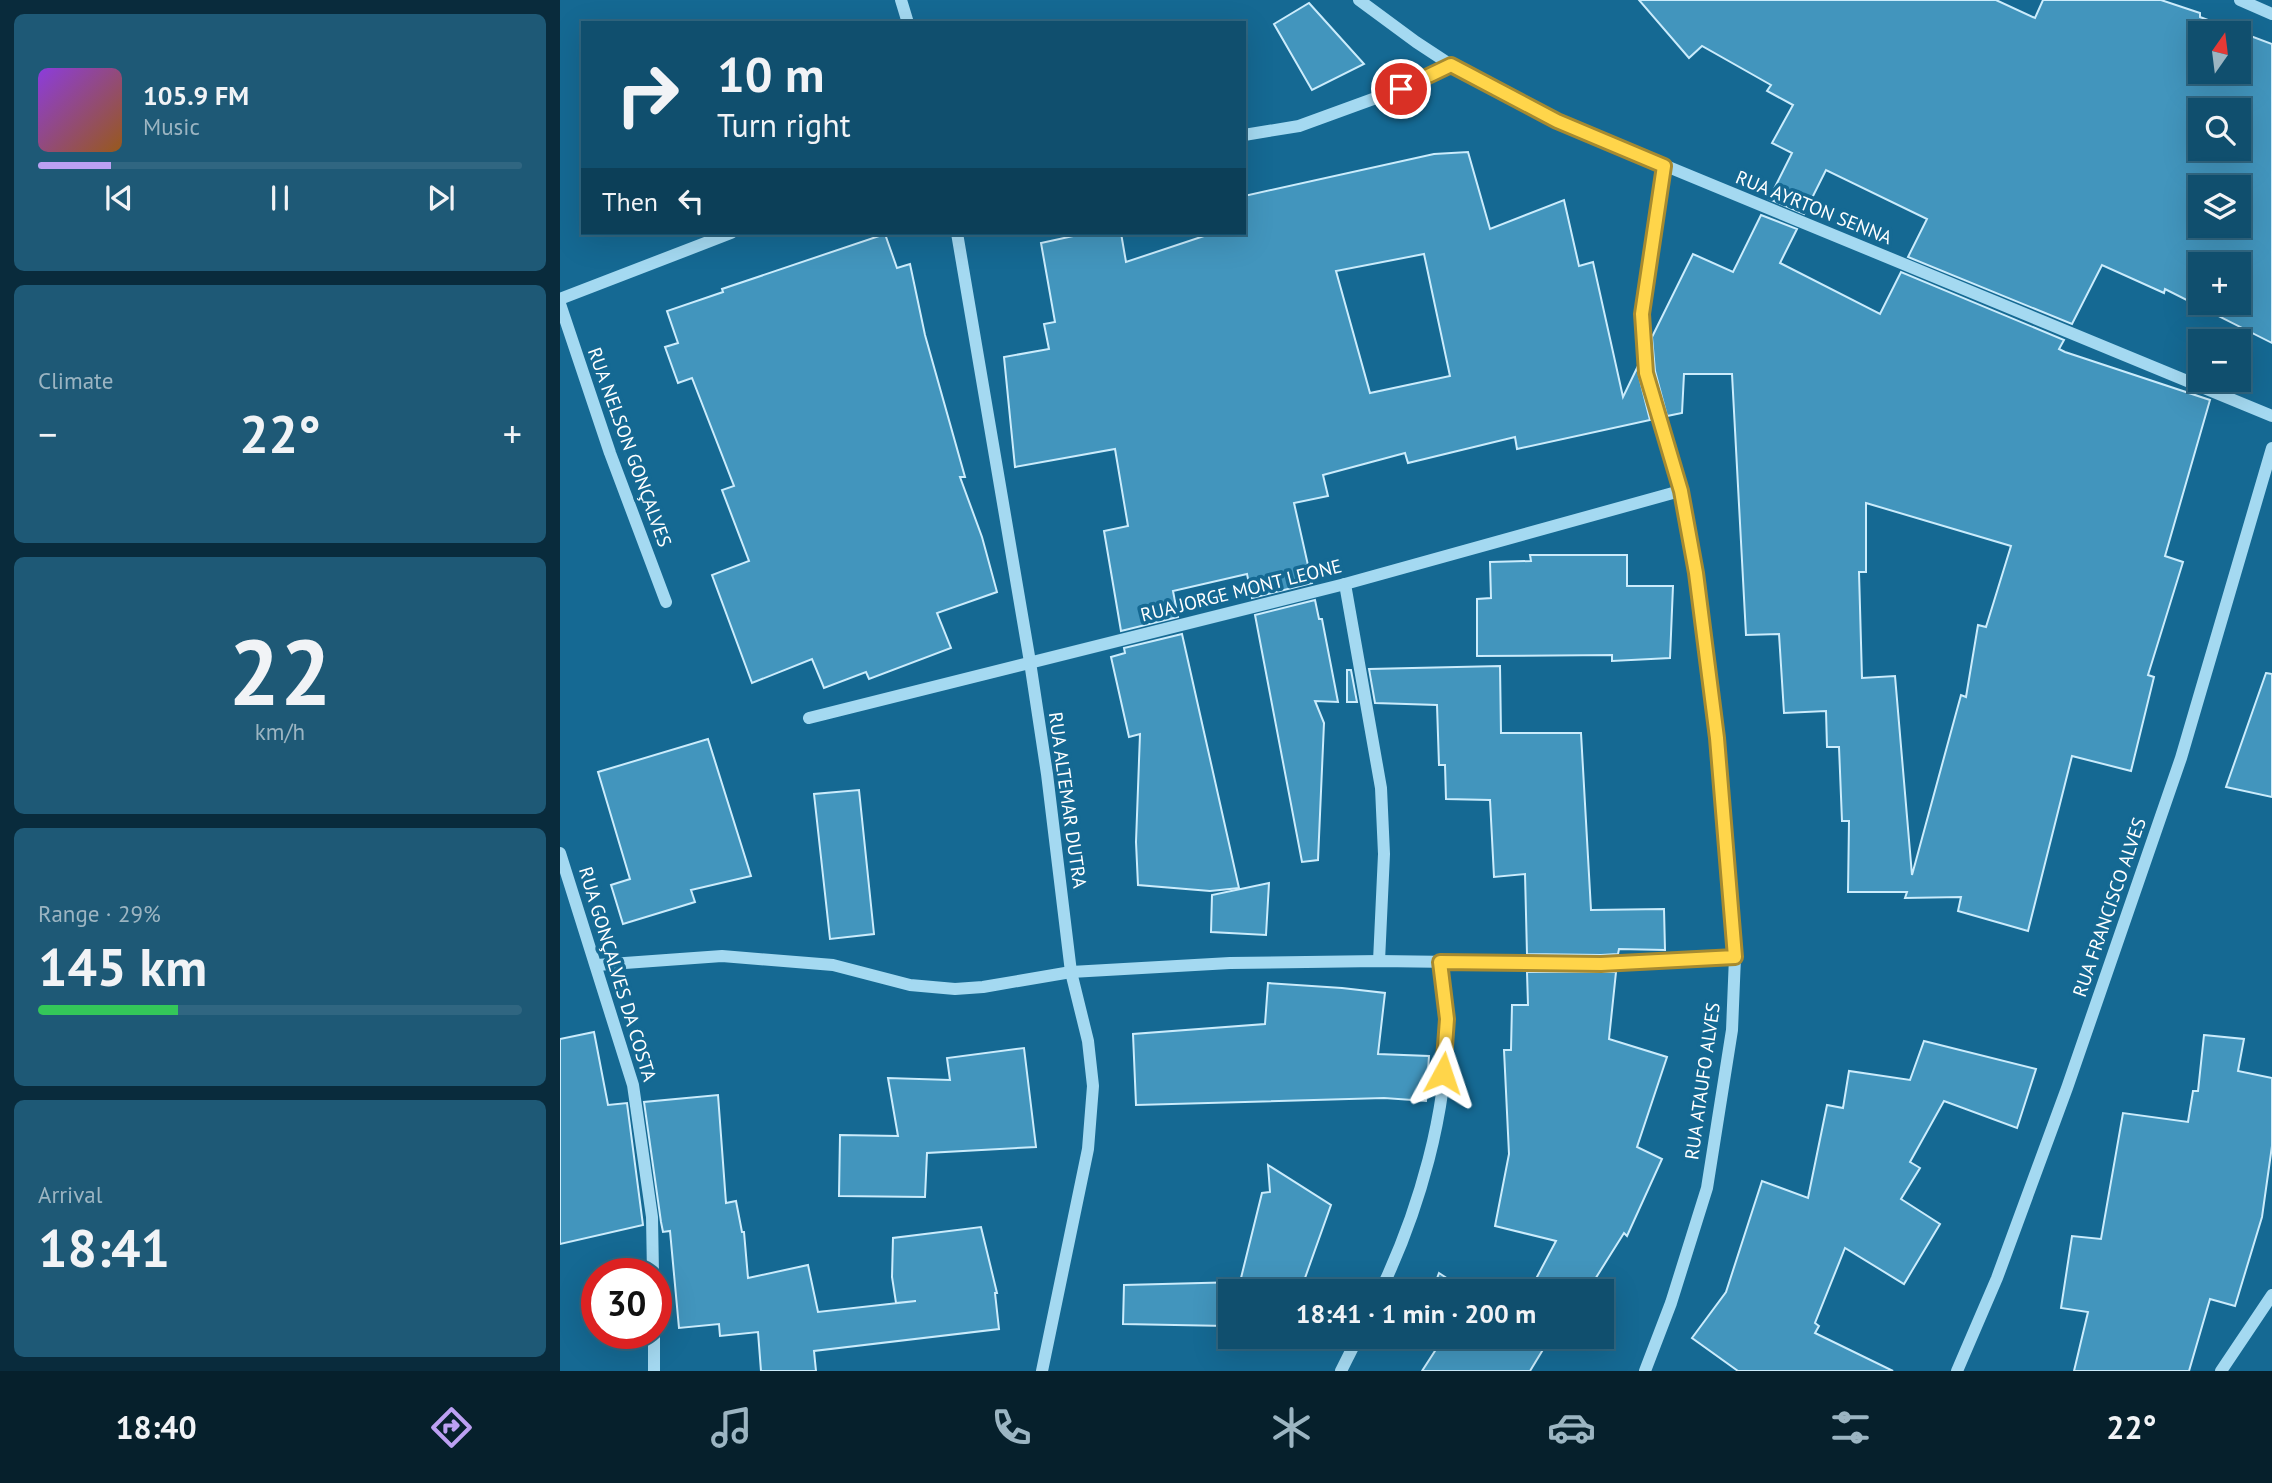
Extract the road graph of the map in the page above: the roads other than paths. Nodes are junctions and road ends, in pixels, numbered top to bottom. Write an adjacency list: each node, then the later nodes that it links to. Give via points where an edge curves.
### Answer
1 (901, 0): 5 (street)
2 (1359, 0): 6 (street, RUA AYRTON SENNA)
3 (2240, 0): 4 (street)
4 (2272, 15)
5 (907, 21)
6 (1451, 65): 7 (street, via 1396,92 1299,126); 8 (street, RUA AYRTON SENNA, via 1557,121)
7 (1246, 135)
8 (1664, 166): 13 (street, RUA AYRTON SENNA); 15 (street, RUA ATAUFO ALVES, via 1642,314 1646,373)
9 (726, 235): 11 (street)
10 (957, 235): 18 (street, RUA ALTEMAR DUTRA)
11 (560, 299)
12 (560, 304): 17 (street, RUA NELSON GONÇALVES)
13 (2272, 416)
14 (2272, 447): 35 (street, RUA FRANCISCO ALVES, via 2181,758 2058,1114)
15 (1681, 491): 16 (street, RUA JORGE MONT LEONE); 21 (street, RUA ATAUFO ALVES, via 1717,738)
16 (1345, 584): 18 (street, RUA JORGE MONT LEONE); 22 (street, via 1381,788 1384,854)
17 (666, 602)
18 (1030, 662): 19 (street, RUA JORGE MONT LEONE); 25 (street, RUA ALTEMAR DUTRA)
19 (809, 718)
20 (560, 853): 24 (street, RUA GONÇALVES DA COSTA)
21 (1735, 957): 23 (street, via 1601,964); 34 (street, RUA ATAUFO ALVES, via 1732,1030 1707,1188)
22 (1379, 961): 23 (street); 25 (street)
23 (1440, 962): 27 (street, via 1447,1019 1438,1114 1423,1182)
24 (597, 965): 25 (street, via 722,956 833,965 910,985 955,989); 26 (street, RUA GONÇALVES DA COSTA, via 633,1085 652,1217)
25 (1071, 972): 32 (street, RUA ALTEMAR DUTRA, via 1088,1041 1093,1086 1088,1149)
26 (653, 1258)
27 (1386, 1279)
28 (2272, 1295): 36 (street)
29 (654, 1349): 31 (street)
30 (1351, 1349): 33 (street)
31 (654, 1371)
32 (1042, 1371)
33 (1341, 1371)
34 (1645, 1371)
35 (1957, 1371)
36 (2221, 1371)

· · · ·

What is required:
Minus its pictures, the full listing should be copied verbatim.

Result of the task:
Extract the road graph of the map in the page above: the roads other than paths. Nodes are junctions and road ends, in pixels, numbered top to bottom. Write an adjacency list: each node, then the later nodes that it links to. Give via points where an edge curves.
### Answer
1 (901, 0): 5 (street)
2 (1359, 0): 6 (street, RUA AYRTON SENNA)
3 (2240, 0): 4 (street)
4 (2272, 15)
5 (907, 21)
6 (1451, 65): 7 (street, via 1396,92 1299,126); 8 (street, RUA AYRTON SENNA, via 1557,121)
7 (1246, 135)
8 (1664, 166): 13 (street, RUA AYRTON SENNA); 15 (street, RUA ATAUFO ALVES, via 1642,314 1646,373)
9 (726, 235): 11 (street)
10 (957, 235): 18 (street, RUA ALTEMAR DUTRA)
11 (560, 299)
12 (560, 304): 17 (street, RUA NELSON GONÇALVES)
13 (2272, 416)
14 (2272, 447): 35 (street, RUA FRANCISCO ALVES, via 2181,758 2058,1114)
15 (1681, 491): 16 (street, RUA JORGE MONT LEONE); 21 (street, RUA ATAUFO ALVES, via 1717,738)
16 (1345, 584): 18 (street, RUA JORGE MONT LEONE); 22 (street, via 1381,788 1384,854)
17 (666, 602)
18 (1030, 662): 19 (street, RUA JORGE MONT LEONE); 25 (street, RUA ALTEMAR DUTRA)
19 (809, 718)
20 (560, 853): 24 (street, RUA GONÇALVES DA COSTA)
21 (1735, 957): 23 (street, via 1601,964); 34 (street, RUA ATAUFO ALVES, via 1732,1030 1707,1188)
22 (1379, 961): 23 (street); 25 (street)
23 (1440, 962): 27 (street, via 1447,1019 1438,1114 1423,1182)
24 (597, 965): 25 (street, via 722,956 833,965 910,985 955,989); 26 (street, RUA GONÇALVES DA COSTA, via 633,1085 652,1217)
25 (1071, 972): 32 (street, RUA ALTEMAR DUTRA, via 1088,1041 1093,1086 1088,1149)
26 (653, 1258)
27 (1386, 1279)
28 (2272, 1295): 36 (street)
29 (654, 1349): 31 (street)
30 (1351, 1349): 33 (street)
31 (654, 1371)
32 (1042, 1371)
33 (1341, 1371)
34 (1645, 1371)
35 (1957, 1371)
36 (2221, 1371)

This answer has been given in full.